By far the biggest plotline of Season Eight was the emergence of the Replicator.  In the first half of the season, the BAU was being stalked by a mysterious figure, an individual who then began committing copycat killings of various cases the team had recently solved.  As the second half of the season progresses, the Replicator steps up his game, actively taunting the members of the BAU, as well as manipulating another individual into carrying out some of the killings.

As I mentioned in my write-up of the first half of the season, I was wondering if there might be some connection between the Replicator and A) the person stalking Maeve or B) the fumbled FBI investigation that nearly ended the career of Alex Blake (Jeanne Tripplehorn) twelve years ago.  Well, I was wrong about the first connection, although the Replicator did take advantage of Maeve’s abduction to offer his first taunt of “Zugzwang” to Reid.  However, I was totally on target on the second point.

After nearly a year of build-up, I was hoping that the reveal of the Replicator wouldn’t be a let-down.  Criminal Minds definitely came up with pitch-perfect casting, as the BAU’s arch-foe is revealed to be portrayed by none other than Mark Hamill.  And if you thought he was creepy as the voice of the Joker on Batman: the Animated Series, here as the Replicator he is downright scary.
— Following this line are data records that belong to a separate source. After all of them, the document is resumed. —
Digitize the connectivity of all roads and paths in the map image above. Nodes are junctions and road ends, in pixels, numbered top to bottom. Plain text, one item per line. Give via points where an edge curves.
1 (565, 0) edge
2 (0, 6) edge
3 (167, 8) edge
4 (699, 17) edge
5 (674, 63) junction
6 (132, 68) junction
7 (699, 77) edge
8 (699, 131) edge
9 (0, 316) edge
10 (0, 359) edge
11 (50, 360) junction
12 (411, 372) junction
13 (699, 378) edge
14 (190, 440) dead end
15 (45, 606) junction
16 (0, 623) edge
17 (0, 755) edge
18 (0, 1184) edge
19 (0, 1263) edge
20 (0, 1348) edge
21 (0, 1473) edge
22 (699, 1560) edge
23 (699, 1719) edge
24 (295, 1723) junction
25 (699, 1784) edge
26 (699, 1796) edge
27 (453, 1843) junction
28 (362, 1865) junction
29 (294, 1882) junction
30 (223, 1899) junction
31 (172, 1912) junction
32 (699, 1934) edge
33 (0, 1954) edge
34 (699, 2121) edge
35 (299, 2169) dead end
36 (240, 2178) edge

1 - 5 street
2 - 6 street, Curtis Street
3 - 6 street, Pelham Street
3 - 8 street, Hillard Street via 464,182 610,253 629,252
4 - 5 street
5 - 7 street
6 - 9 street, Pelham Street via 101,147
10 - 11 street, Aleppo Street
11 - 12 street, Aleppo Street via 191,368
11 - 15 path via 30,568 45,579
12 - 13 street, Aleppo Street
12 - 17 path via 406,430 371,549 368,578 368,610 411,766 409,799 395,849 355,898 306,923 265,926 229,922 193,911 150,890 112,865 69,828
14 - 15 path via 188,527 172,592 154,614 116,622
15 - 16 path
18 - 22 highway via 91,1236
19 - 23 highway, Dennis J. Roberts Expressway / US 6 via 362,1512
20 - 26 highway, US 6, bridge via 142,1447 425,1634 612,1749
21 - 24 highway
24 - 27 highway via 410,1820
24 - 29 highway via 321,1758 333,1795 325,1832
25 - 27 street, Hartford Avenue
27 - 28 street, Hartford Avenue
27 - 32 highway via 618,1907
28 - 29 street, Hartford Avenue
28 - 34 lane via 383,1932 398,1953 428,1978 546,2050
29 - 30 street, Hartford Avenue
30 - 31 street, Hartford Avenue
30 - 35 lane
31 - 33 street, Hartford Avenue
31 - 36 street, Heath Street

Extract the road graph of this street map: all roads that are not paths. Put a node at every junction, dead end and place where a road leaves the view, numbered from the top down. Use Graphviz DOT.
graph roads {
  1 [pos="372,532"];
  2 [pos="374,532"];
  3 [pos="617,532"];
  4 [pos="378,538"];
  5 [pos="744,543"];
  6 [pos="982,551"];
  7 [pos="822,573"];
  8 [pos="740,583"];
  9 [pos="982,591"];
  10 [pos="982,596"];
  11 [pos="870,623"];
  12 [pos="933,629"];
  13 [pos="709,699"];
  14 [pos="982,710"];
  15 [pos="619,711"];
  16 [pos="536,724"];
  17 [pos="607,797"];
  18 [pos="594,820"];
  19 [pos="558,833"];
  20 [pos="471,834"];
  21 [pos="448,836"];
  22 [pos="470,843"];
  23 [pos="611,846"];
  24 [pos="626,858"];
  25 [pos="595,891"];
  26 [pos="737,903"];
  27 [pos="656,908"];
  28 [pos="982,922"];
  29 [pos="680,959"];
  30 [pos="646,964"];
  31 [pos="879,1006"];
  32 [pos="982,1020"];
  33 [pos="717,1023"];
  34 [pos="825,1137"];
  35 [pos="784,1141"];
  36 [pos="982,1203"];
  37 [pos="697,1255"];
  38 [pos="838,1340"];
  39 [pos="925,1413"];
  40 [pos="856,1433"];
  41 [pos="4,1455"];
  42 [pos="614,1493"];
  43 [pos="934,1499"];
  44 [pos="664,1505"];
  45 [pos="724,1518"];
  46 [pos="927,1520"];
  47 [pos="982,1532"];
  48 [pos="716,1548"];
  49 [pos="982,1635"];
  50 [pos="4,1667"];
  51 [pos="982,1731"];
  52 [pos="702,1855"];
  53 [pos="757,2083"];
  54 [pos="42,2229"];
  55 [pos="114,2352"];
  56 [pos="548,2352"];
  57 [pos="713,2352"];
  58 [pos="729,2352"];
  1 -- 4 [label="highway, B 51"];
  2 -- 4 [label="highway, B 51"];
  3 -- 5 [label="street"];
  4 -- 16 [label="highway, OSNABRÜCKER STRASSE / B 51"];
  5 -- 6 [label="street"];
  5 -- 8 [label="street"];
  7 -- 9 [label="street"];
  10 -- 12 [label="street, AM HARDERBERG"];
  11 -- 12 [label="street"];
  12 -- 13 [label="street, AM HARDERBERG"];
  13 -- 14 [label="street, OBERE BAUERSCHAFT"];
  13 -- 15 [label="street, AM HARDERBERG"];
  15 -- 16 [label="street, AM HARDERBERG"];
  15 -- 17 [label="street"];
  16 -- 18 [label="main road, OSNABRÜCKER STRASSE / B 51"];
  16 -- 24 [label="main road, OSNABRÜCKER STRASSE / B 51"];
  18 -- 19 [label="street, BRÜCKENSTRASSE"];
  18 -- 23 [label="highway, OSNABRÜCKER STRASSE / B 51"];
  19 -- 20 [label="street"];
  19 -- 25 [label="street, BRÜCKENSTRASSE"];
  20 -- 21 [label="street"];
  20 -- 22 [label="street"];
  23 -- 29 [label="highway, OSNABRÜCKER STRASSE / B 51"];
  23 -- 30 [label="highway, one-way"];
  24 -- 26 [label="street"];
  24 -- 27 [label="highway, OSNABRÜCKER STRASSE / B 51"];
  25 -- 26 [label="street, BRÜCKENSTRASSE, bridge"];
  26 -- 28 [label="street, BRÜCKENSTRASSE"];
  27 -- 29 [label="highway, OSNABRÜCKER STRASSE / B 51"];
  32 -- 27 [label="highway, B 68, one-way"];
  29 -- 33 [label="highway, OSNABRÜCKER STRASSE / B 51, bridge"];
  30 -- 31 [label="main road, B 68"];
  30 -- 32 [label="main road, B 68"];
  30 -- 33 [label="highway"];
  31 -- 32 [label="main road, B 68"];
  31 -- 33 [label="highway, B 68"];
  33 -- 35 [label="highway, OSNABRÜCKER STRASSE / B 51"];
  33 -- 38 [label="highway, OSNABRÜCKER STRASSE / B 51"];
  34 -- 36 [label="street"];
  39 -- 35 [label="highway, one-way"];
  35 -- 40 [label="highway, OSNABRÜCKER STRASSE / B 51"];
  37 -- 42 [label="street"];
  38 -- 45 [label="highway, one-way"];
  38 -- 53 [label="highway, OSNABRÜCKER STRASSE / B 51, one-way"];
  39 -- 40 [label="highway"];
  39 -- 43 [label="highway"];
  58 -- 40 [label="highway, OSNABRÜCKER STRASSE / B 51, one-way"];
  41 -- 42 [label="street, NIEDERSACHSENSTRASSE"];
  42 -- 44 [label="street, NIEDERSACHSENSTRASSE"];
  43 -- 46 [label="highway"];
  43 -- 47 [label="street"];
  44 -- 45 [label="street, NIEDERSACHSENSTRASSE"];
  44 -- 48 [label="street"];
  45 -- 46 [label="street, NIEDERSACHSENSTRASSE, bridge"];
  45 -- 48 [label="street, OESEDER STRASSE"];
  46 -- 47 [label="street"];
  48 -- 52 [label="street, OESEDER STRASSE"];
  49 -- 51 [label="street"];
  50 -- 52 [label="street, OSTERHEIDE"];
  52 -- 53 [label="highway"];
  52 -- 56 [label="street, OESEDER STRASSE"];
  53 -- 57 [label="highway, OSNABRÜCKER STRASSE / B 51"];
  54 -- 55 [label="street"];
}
The Replicator revealed: Mark Hamill as FBI agent turned serial killer John Curtis
The Replicator revealed: Mark Hamill as FBI agent
turned serial killer John Curtis

Who is the Replicator?  He is FBI agent John Curtis, and a dozen years previously his career suffered a major setback as, along with Alex Blake, the blame for a botched investigation into a series of anthrax attacks was shifted onto him by Assistant Director Erin Strauss (Jayne Atkinson).  Curtis blamed Strauss for delivering this near fatal blow to his career, he was jealous of Blake for rebuilding her position in the FBI when he was unable to do so, and he resented the BAU for offering Blake a place on their team, something he felt he deserved much more than her.  All that set off his obsessive stalking of the BAU, and the replication of their cases, with the end goal of first humiliating and then killing them.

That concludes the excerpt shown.